ANALOG DEVICES INC false 0000006281 0000006281 2024-11-17 2024-11-17

 

 

UNITED STATES

SECURITIES AND EXCHANGE COMMISSION

Washington, D.C. 20549

 

 

FORM 8-K

 

 

CURRENT REPORT

Pursuant to Section 13 OR 15(d)

of The Securities Exchange Act of 1934

Date of Report (Date of earliest event reported): November 17, 2024

 

 

Analog Devices, Inc.

(Exact name of Registrant as Specified in its Charter)

 

 

 

Massachusetts   1-7819   04-2348234

(State or Other Jurisdiction

of Incorporation)

 

(Commission

File Number)

 

(IRS Employer

Identification No.)

 

One Analog Way, Wilmington, MA   01887
(Address of Principal Executive Offices)   (Zip Code)

Registrant’s telephone number, including area code: (781) 935-5565

Not Applicable

(Former Name or Former Address, if Changed Since Last Report)

 

 

Check the appropriate box below if the Form 8-K filing is intended to simultaneously satisfy the filing obligation of the registrant under any of the following provisions:

 

Written communications pursuant to Rule 425 under the Securities Act (17 CFR 230.425)

 

Soliciting material pursuant to Rule 14a-12 under the Exchange Act (17 CFR 240.14a-12)

 

Pre-commencement communications pursuant to Rule 14d-2(b) under the Exchange Act (17 CFR 240.14d-2(b))

 

Pre-commencement communications pursuant to Rule 13e-4(c) under the Exchange Act (17 CFR 240.13e-4(c))

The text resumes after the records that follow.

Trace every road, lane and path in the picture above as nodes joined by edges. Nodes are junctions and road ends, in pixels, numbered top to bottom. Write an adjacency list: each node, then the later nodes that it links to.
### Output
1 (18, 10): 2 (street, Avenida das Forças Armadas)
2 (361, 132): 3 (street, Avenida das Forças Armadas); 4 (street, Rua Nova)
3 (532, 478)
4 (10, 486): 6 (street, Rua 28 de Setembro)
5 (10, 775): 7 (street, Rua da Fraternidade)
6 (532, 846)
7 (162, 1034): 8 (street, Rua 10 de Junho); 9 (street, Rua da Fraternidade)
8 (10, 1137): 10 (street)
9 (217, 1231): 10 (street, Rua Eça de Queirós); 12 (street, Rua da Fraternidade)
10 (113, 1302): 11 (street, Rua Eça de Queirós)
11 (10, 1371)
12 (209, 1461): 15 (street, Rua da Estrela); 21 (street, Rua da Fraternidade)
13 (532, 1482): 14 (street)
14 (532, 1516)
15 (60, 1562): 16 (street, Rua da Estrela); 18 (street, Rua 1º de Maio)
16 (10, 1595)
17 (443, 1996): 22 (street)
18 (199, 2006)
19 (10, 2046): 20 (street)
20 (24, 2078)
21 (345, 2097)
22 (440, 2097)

Securities registered pursuant to Section 12(b) of the Act:

 

Title of each class

 

Trading
Symbol(s)

 

Name of each exchange

on which registered

Common Stock $0.16 2/3 par value per share   ADI   Nasdaq Global Select Market

Indicate by check mark whether the registrant is an emerging growth company as defined in Rule 405 of the Securities Act of 1933 (§230.405 of this chapter) or Rule 12b-2 of the Securities Exchange Act of 1934 (§240.12b-2 of this chapter).

Emerging growth company

If an emerging growth company, indicate by check mark if the registrant has elected not to use the extended transition period for complying with any new or revised financial accounting standards provided pursuant to Section 13(a) of the Exchange Act. ☐

 

 

 


Item 5.02.

Departure of Directors or Certain Officers; Election of Directors; Appointment of Certain Officers; Compensatory Arrangements of Certain Officers.

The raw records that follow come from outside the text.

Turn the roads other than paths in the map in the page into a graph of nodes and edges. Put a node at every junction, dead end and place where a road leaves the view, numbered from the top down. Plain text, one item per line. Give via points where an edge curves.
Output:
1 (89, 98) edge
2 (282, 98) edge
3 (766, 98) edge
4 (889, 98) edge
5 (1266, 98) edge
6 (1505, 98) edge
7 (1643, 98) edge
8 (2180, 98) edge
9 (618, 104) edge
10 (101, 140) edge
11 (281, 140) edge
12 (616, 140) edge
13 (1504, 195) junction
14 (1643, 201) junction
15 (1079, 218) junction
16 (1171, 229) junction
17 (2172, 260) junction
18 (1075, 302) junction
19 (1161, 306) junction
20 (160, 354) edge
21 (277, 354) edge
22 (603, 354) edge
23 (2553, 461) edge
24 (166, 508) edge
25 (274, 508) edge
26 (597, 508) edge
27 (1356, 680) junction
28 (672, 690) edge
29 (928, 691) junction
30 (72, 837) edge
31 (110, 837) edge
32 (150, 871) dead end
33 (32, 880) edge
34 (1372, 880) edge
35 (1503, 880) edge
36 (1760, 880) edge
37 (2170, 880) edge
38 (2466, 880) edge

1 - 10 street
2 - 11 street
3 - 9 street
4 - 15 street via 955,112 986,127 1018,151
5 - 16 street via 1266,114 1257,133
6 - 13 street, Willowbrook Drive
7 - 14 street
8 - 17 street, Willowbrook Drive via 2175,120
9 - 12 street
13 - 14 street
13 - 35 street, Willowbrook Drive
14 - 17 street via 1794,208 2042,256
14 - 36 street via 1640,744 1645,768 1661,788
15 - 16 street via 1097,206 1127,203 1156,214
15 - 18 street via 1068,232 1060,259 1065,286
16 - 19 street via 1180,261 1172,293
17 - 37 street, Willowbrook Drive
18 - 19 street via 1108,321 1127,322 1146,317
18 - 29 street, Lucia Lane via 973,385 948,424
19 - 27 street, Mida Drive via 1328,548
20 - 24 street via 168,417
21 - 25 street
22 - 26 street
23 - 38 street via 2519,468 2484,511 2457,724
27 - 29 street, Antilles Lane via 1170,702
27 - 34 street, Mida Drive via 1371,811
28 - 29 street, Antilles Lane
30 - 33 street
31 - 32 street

On November 17, 2024, Gregory Bryant notified Analog Devices, Inc. (the “Company”) of his decision to resign as Executive Vice President and President of Business Units of the Company to explore other opportunities, effective upon the appointment of his replacement by the Company’s Board of Directors (the “Board”). Mr. Bryant will remain employed by the Company through March 31, 2025, to assist in the transition of his role and responsibilities.

Mr. Bryant’s decision to resign does not relate to any disagreement with the Company or its Board on any matter relating to the Company’s operations, policies, practices, or financial performance.

 

Item 7.01.

Regulation FD Disclosure.

Following Mr. Bryant’s resignation, on November 19, 2024, the Board appointed Martin Cotter as Senior Vice President, Vertical Business Units, effective as of December 1, 2024. In this role, Mr. Cotter will have oversight of the Company’s vertical business units. Mr. Cotter currently serves as the Company’s President of EMEA and Senior Vice President of Industrial & Multi Markets Business Unit, and prior to that he served in roles of increasing responsibility at the Company for over 35 years.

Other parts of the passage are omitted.